Um das Großkundensegment zu bedienen, benutzen alternative Betreiber bestimmte Großhandelsangebote von Proximus. Da Proximus dabei eine beträchtliche Marktmacht hat, hat das BIPT diesem Betreiber unter anderem ein Verbot auferlegt, Verdrängungspreise anzuwenden. Von Verdrängungspreisen oder einer Kosten-Preis-Schere ist die Rede, wenn die Marge zwischen allen zutreffenden Einnahmen und den Großhandelskosten nicht ausreicht, um die eigenen Netzkosten und Endkundenkosten, einschließlich eines angemessenen Kapitalertrags, zu decken. Eine Kosten-Preis-Schere kann den Wettbewerb ernsthaft beeinträchtigen, wodurch letztendlich die Wahlmöglichkeiten der Endkunden (in diesem Fall: Großkunden) in Gefahr geraten. 

Das Verbot für Betreiber mit beträchtlicher Marktmacht, Kosten-Preis-Schere zu praktizieren, ist in die KRK-Entscheidung vom 29. Juni 2018 betreffend die Analyse der Breitband- und Fernsehmärkte sowie in den Beschluss des BIPT vom 13. Dezember 2019 über die Analyse des Marktes für hochwertigen Zugang aufgenommen. Im Rahmen seines Regulierungsauftrags hat das BIPT vor Kurzem untersucht, ob Proximus Preise anwendet, die zu einer Kosten-Preis-Schere führen können. Der Test bezog sich auf das ganze Großhandelsangebot von Proximus, unter Berücksichtigung der durch das BIPT am 22. Juni 2021 veröffentlichten Richtschnur. 

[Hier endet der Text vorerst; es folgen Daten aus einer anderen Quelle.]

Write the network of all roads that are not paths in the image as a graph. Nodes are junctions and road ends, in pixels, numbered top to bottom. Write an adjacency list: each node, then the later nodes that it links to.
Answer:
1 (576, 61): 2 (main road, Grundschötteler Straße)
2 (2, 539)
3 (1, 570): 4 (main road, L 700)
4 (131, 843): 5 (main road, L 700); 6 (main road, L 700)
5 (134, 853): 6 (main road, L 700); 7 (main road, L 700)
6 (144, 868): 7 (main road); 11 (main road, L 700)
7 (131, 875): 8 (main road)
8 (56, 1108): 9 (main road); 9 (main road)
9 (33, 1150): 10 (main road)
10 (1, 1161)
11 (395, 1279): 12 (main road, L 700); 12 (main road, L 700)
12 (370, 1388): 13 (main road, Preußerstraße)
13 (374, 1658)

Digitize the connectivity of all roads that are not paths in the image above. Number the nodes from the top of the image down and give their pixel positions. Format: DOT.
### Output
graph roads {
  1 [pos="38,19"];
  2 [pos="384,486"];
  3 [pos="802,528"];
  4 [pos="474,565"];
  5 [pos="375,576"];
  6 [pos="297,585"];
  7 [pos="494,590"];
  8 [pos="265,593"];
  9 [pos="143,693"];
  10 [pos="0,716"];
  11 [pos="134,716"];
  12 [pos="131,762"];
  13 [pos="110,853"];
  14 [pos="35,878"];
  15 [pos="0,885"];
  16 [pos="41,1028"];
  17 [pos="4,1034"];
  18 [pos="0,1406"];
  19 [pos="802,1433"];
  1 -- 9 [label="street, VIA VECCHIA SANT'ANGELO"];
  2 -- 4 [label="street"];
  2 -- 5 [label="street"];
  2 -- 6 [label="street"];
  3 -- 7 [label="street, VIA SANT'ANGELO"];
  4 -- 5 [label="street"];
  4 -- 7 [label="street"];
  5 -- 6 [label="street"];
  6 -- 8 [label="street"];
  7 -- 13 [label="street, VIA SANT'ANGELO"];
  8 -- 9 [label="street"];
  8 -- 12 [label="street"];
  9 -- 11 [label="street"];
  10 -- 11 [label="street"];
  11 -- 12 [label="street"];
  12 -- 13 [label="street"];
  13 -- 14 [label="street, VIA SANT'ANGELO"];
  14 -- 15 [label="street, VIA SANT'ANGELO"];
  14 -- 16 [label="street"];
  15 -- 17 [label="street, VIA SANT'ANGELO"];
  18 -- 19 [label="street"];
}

Aufgrund der Testergebnisse hat das BIPT keine Kosten-Preis-Schere auf der Ebene des Großhandelsangebots feststellen können. Es soll jedoch nicht geschlussfolgert werden, dass sich in diesem Segment in einzelnen Fällen keine Wettbewerbsschwierigkeiten ereignen können. In Hinsicht darauf wird das BIPT den Wettbewerb in diesem Segment verfolgen, indem es auf der Ebene einzelner Verträge Tests durchführen wird. Letztere werden auf jeden Fall anlässlich einer Beschwerde durchgeführt werden, und daneben wird das BIPT systematisch eine Auswahl aus einzelnen Verträgen von Proximus einem Test unterziehen.